Disciple Heritage Fellowship of North Carolina is a voluntary affiliation of autonomous churches who agree to join together for the purpose of Christian fellowship, mutual support, shared Christian ministry, and the proclamation of the Gospel of Jesus Christ. As a fellowship, we shall not be accountable to any other ecclesiastical or denominational body.
The question arises; “why should we belong to a fellowship.” The following points offer thoughts on this question:
1. First of all, a fellowship is a voluntary association of autonomous, like-minded congregations and church leaders. The churches are not bound to one another by a denominational structure directed by a church hierarchy.
2. The preacher in Ecclesiastes 4:12 (NKJV) says; “Though one may be overpowered by another, two can withstand him. And a threefold cord is not quickly broken.” The short of it is that there is strength in numbers. The early churches sought fellowship with each other, especially for mutual encouragement in the faith. The early church existed in a hostile world, and it is much the same today. In Acts 20:29 the Apostle Paul warned that after his departure that “savage wolves” would come in and “not spare the flock.” The fellowship of other churches can provide added strength during troubling times.
3. Proverbs 27:17 (NKJV) says; “As iron sharpens iron, so a man sharpens the countenance of his friend.” The idea is that we are better and stronger as we are challenged and encouraged by one another in ministry. Just as cutting tools are made bright and sharp by rubbing them against a file, so a church can be challenged to new heights by associating with other churches.
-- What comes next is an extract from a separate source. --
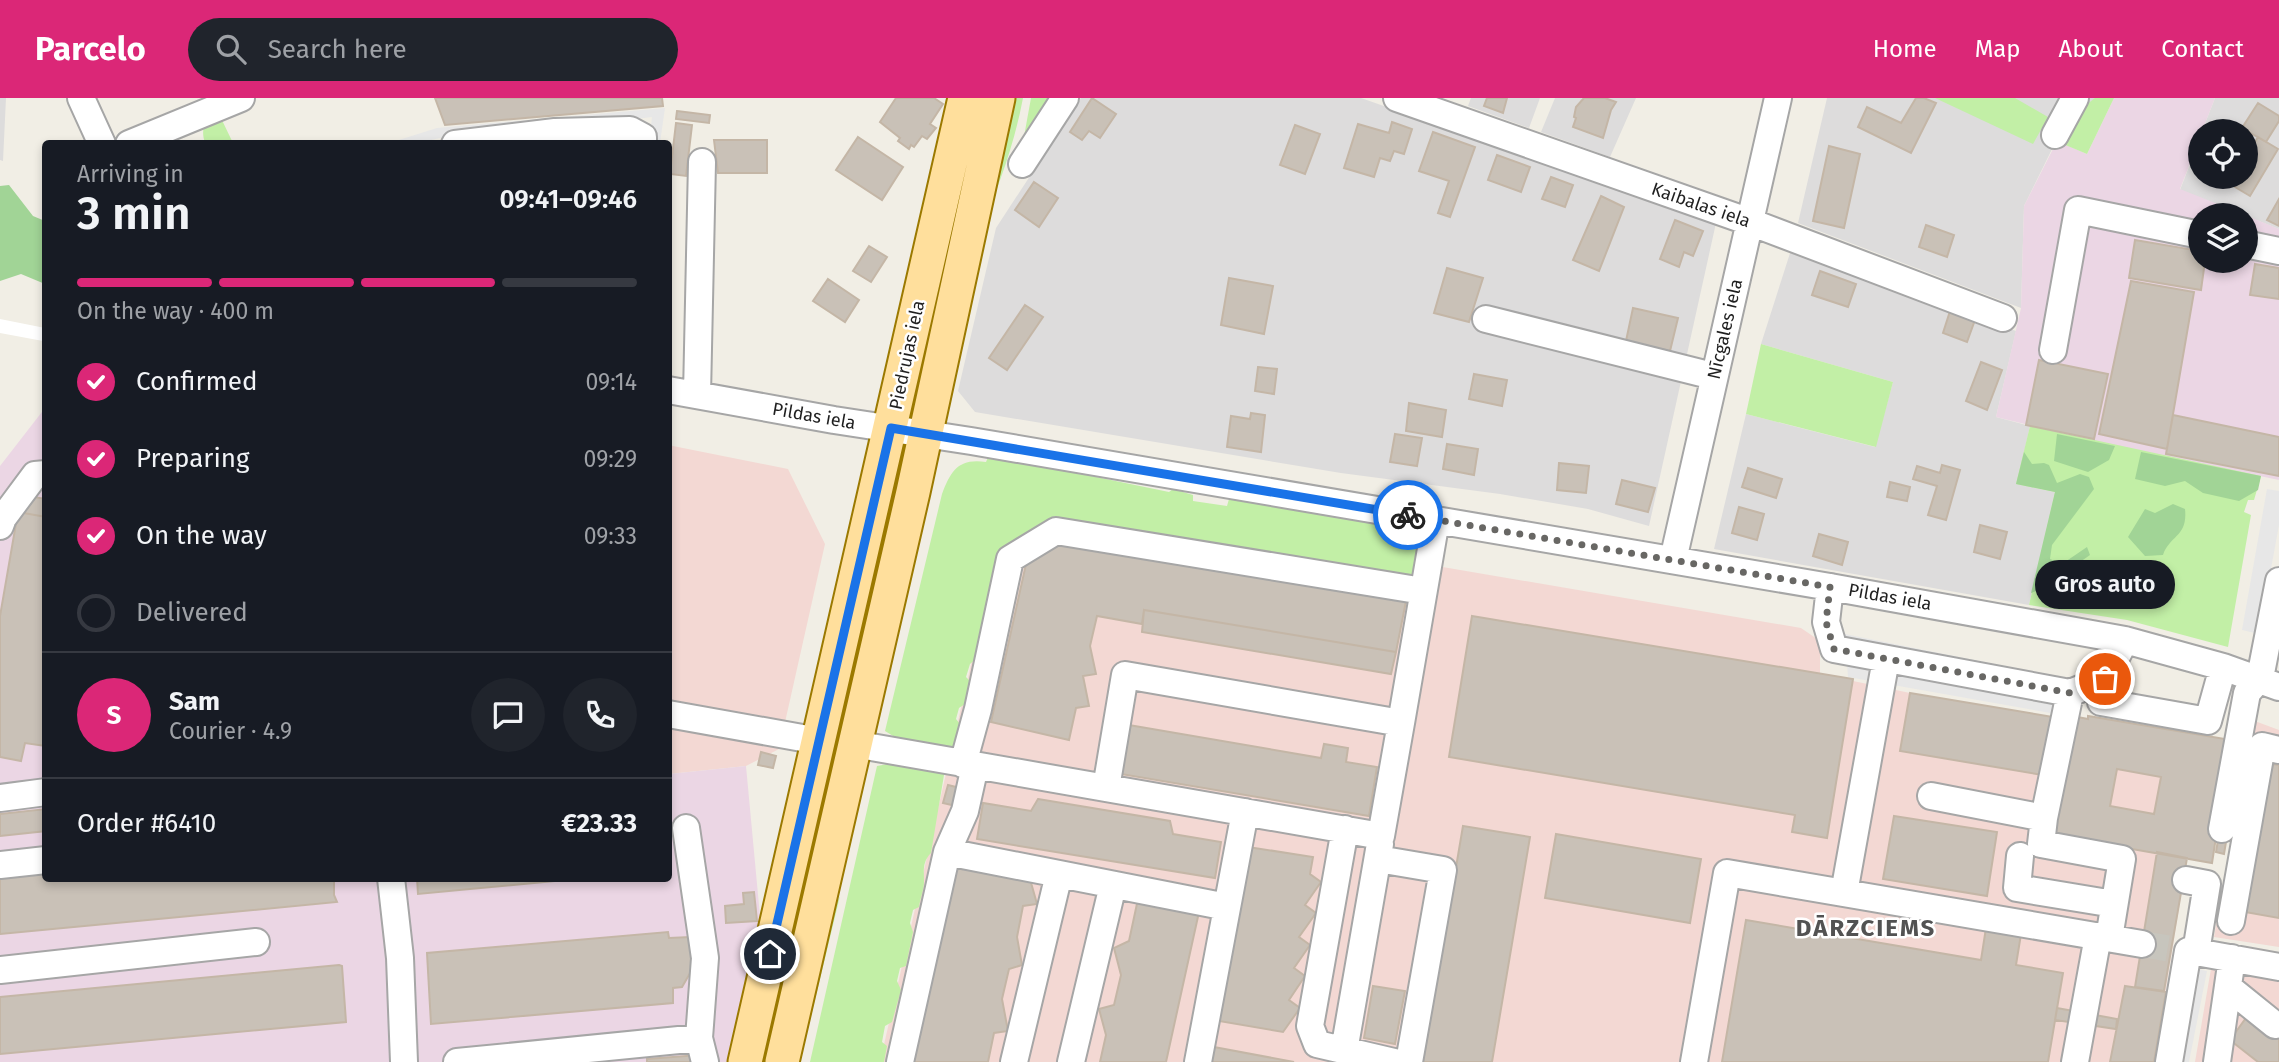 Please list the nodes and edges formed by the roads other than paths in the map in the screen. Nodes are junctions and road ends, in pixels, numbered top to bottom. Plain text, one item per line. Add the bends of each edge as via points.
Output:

4. In 1 Cor. 16:1 we find Paul giving instructions for the “collection for God’s people,” referring to the offering that was being collected by the Gentile churches for the poor Jewish Christians in Jerusalem. The early churches were able to join forces to more effectively provide for outreach ministries. A fellowship allows churches in relationship to join together to support worthy needs and causes of mutual concern.
5. Colossians 1:3-4 says; “We always thank God, the Father of our Lord Jesus Christ, when we pray for you, 4 because we have heard of your faith in Christ Jesus and of the love you have for all the saints.” The churches were strengthened by the news of sister churches that were growing in the faith. A fellowship provides a network of related churches that need the encouragement from those that are spiritually prospering. Churches can learn and grow and even persevere from the example of others.
6. Being a part of fellowship provides the local church a greater vision and understanding of the big “C” church. By providing a shared identity and opportunities for fellowship with other churches, church members can learn what it means to be a part of something greater than themselves. A fellowship enables church members to realize that the church of Jesus Christ consists of one body and that we need one another.
7. Acts 2:42-47 provides the example of a spirit filled, worshipping, praying, and disciple making church fellowship. A fellowship provides a framework that will encourage, strengthen, and lift up the mission of the church which is to foster healthy churches that are in turn making disciples of Jesus Christ.
- 8. A fellowship provides the opportunity for churches to share in educational experiences that can strengthen the greater church, as well as providing opportunities for worship and celebration. A fellowship provides the church the opportunity to not only gather together, but to do ministry together and therefore experience real Christian community and service, which is defined in the Greek as “koinonia.” Fellowship is the indispensable means of accomplishing the God-given purpose of the church.
9. Matthew 28:18-20, called “The Great Commission” is the heart and work of the whole church. A fellowship provides the opportunity to share successful approaches to discipleship and Christian education, thereby preparing and encouraging other churches.